The lives of Candice Bush and her daughter, Hester Mead, were also brought to light by the researchers, who included students at Greenwich Academy and Sacred Heart Greenwich. Candice and Hester eventually obtained a house together after they were freed, becoming land owners. Hester left behind a will at her death in which she gave away clothing, silverware and books, “which shows she could read and write,” Lodge said. Hester was also a painter — a painting donated to the Historical Society by the Mead family has been attributed to her.
“Another testament to how she was able to make a life for herself, an identity for herself in freedom,” Lodge said.
Hester’s son, William Mead, enlisted in the 29th Regiment, Connecticut Volunteers (Colored), one of the Black units raised by the Union during the Civil War to alleviate a shortage of manpower as the fight dragged on. Mead died of illness near Beaufort, S.C., in 1864.
“This son of an enslaved woman, and grandson of an enslaved woman, fights to end slavery,” said Lodge.
While the stories of their individual lives are unique and intriguing, Lodge said, there was nothing exceptional about their status as enslaved workers and servants in Connecticut.

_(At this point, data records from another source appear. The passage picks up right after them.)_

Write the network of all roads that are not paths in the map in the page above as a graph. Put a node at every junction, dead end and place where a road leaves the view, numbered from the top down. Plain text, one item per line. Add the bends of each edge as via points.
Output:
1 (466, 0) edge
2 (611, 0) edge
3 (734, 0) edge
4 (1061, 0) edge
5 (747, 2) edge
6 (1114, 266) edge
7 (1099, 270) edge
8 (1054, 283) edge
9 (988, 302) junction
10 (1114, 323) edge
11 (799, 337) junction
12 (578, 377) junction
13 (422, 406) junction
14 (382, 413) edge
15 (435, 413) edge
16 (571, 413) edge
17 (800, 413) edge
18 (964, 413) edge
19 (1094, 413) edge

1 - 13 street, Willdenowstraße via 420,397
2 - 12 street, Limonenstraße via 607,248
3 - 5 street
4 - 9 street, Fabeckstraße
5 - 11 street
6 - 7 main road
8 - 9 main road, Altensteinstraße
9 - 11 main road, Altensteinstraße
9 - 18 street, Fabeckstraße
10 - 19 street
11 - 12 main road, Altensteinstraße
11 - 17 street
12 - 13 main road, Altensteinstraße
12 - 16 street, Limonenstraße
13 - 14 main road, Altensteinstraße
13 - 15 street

“It wasn’t an uncommon thing. Many farmers were enslavers; so were priests and doctors, teachers and legal officials, and even towns themselves. There was a woman named Dinah, in the town of Guilford, who was collectively owned by the town,” the Greenwich educator said.
Scholars say slavery touched every town in Connecticut; the numbers involved were thin but widely spread. A quarter of the wills probated in 1776 referenced slave “property.” Slavery was not fully abolished in Connecticut until 1848, following a gradual emancipation, long after New York state and Massachusetts had ended the practice.

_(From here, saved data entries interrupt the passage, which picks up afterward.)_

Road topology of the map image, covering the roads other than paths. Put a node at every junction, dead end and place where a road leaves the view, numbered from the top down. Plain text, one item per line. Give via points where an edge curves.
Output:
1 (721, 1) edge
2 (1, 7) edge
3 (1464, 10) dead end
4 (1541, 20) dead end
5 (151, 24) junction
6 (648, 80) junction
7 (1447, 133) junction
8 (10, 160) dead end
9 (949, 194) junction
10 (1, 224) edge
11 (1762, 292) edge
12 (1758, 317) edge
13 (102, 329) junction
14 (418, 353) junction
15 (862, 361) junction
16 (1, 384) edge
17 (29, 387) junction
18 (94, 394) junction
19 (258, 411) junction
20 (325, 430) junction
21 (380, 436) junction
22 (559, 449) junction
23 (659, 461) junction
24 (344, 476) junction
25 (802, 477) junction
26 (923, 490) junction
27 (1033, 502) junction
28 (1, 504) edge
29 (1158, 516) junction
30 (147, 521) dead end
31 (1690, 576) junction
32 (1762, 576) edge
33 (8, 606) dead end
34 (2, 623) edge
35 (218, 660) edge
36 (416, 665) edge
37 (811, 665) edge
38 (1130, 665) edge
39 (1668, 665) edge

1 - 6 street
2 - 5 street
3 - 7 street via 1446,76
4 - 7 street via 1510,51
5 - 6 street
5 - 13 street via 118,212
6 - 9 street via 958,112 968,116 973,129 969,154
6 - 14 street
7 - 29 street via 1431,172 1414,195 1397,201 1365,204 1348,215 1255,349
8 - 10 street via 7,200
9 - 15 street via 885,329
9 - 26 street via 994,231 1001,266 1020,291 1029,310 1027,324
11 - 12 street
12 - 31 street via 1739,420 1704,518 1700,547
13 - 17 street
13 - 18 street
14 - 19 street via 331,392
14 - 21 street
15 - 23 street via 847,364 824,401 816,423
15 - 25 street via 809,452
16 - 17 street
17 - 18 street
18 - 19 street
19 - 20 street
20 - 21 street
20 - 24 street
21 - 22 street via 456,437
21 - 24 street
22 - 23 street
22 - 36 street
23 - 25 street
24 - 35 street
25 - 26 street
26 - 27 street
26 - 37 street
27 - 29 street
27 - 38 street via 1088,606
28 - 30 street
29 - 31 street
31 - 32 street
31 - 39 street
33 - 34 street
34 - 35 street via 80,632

The work of researching the past lives is painstaking. For research on women, it has been even more difficult because of a scarcity of documentation. In nearly all cases, women’s names weren’t printed on census record in Connecticut until 1840, they were only represented with a check mark on the documents. Lodge says the goal is to research all of roughly 300 enslaved men and women who lived in Greenwich, including native Americans.
Lodge has endured plenty of eye-strain looking at the old wills and land records —“it’s faded, it’s blotched in spots, the spelling wasn’t standardized.” Students, alas, can’t offer much help: “most kids can’t read cursive anymore, let alone 17th century cursive.”
At Sacred Heart Greenwich, seventh-graders have been exploring the concept of slavery, and they will begin working with documents and a specific life, Cullen Bush Jr., in coming weeks, said Angela Carstensen, Director of Library Services at Sacred Heart Greenwich.
“That’s the really effective part when they start learning about one person’s life,” said Carstensen. “They can see where the person lived. And seeing these primary documents — they’ll see inventory of the household goods, and the enslaved people are listed next to pots and pans, listed next to animals. That’s what really gets to them.”
The students will give a presentation on the research at the Greenwich Historical Society May 25. The new biographies will be put on the historical society website, and the documents will be made available for research at the society headquarters in Cos Cob. The material on slavery is also given on every house tour at the site.
It’s painstaking work, and laborious in more ways than one, said Lodge, but rewarding for everyone involved.
“They’re telling the stories of people who have been forgotten. In a way, they’re bringing people back and remembering them,” she said. “That’s something that sticks with you.”